Biomimicry; linking biology and design on the human body.
One of the most common forms of biomimicry is when technology comes together with ecology in a new way. It is not just about saving the environment, or creating awareness about a pre-existing problem. It is about understanding the possible relationship between two very different types of things humans utilize.
In an urban environment, we are usually so exposed to technology that we tend to neglect the environment around us. However, given how we are literally LIVING in the environment we are surrounded by, it should actually be our role model when we develop new technology. It is not only about nature appreciation, but also about making the connection between nature and design. It is two seemingly opposite ends of a spectrum of materials coming together to create a new sort of culture. In a sense, it is also a form of finding out new organic ways to move manufactured products in a market economy.
Through biomimetics, we can find out more about nature. In return, it also teaches us ways that we can be more sustainable in our design, and become more efficient and effective when using our resources. Biomimetics is essentially a culture which bridges the gap between technology and nature in a mutually beneficial relationship; while technology can help nature to thrive, nature can also teach technology to be more sustainable and diverse. It is not only restricted to resolving environmental issues as mentioned above. It is also about exploring different possibilities nature and technology can come together.
Both nature and technology are powerful elements on their own, and by coming together, it can perhaps open up a lot more possibilities for us.

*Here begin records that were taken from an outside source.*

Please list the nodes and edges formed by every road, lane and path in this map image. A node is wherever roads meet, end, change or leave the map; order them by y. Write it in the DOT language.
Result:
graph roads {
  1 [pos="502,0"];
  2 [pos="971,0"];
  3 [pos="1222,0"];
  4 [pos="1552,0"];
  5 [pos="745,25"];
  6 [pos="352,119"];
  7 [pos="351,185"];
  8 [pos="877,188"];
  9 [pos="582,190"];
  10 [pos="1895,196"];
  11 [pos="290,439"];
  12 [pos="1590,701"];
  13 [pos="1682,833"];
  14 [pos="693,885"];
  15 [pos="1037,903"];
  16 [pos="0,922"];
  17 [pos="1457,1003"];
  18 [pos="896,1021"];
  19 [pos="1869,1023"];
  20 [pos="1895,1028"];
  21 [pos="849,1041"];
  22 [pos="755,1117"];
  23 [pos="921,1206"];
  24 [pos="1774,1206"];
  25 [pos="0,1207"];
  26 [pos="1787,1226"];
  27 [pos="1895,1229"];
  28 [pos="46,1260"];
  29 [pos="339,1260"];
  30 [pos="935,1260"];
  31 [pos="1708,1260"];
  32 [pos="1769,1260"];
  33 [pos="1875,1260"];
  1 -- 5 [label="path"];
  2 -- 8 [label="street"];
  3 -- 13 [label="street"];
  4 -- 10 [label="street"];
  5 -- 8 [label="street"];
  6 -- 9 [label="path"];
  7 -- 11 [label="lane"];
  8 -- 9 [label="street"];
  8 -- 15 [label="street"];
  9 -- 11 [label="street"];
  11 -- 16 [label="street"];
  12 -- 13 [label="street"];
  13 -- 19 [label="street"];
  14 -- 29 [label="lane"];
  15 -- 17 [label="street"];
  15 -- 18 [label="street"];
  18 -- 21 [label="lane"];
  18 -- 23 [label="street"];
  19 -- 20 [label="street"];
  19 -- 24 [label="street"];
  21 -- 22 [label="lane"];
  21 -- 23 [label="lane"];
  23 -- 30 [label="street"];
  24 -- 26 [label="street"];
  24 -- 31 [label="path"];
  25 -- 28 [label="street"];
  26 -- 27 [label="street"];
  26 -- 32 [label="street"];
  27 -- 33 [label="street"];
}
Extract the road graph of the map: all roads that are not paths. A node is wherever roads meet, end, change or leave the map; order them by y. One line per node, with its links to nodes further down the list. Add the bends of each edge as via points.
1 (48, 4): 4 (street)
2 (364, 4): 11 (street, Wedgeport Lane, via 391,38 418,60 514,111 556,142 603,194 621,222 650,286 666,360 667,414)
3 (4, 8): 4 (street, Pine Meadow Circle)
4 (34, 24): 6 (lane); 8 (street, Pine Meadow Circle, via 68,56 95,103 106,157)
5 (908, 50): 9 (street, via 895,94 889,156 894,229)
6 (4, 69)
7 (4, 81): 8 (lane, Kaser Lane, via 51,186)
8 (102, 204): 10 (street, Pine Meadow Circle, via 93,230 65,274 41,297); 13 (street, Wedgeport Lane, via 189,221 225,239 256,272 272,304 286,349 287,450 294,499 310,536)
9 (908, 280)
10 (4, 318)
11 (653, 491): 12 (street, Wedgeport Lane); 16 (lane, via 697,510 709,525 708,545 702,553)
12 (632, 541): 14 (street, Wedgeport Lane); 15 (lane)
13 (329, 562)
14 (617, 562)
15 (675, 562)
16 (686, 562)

Bullet trains were not a problem for Japan when they created high-speed bullet trains. However, it was incredibly noisy with “tunnel booms” (loud shock waves) occurring when the trains entered tunnels. These shock waves also caused damage to the tunnels themselves. Modeling after Kingfishers and their specialized beaks helping them to dive into water while making minimal splash (hence “shockwave”), bullet trains were made with a blunt front nose cap to minimize the tunnel boom and increase overall aerodynamics with their new streamlined nose. This is an instance where nature inspired technology to become even better.
Cephalopod Camouflage Wearable
Octopus and squids are example of cephalopods who can change their skin colour and can also glow (bioluminescence). This allows them to hide from their predators and communicate with others of their own species. Cephalopod Camouflage is then developed after this inspiration, where a device capable of detecting its surroundings and which can match its environment in just a few seconds is created. It makes use of a flexible, pixelated grid utilizing actuators, light sensors and reflectors. When a detection in the change of surroundings is triggered by the sensor, it sends a signal to the device which then creates heat and changes the colour of the thermochromatic grid on the wearable.
Gecko Climbing Feet
Inspired by how geckos climb up vertical surfaces without falling off, climbing pads has been invented imitating the tiny little hairs covering their tiny little toes. These climbing pads are covered with adhesive tiles bearing sawtooth-shaped polymer structures which are about the width of a human hair. This creates an adhesive force when they are pulled on, which allows a human to stay stuck to the wall like Spiderman.
Bird Skull Shoe
Wonder why birds can fly so well, so high and so light? This is because their bones are really lightweight! The Bird Skull Shoe is inspired by the extremely lightweight bone density of birds. As a result, shoes are not only comfortable and lightweight, they are also strong, efficient and elegant, just like actual bones. Perhaps, this can also ease our movements and make us feel less tired when we move about– and we still get to look rather elegant!
Tentacle-Inspired Prosthetic Arm
Prosthetics are meant to aid human functions when they are needed. It is supposed to ease our everyday movements, which is why this prosthetic arm is created in reference to a tentacle. It is flexible and adjustable, promoting better grip on items through a simple curling motion, which is supposedly more efficient than our slimy, sweaty palms.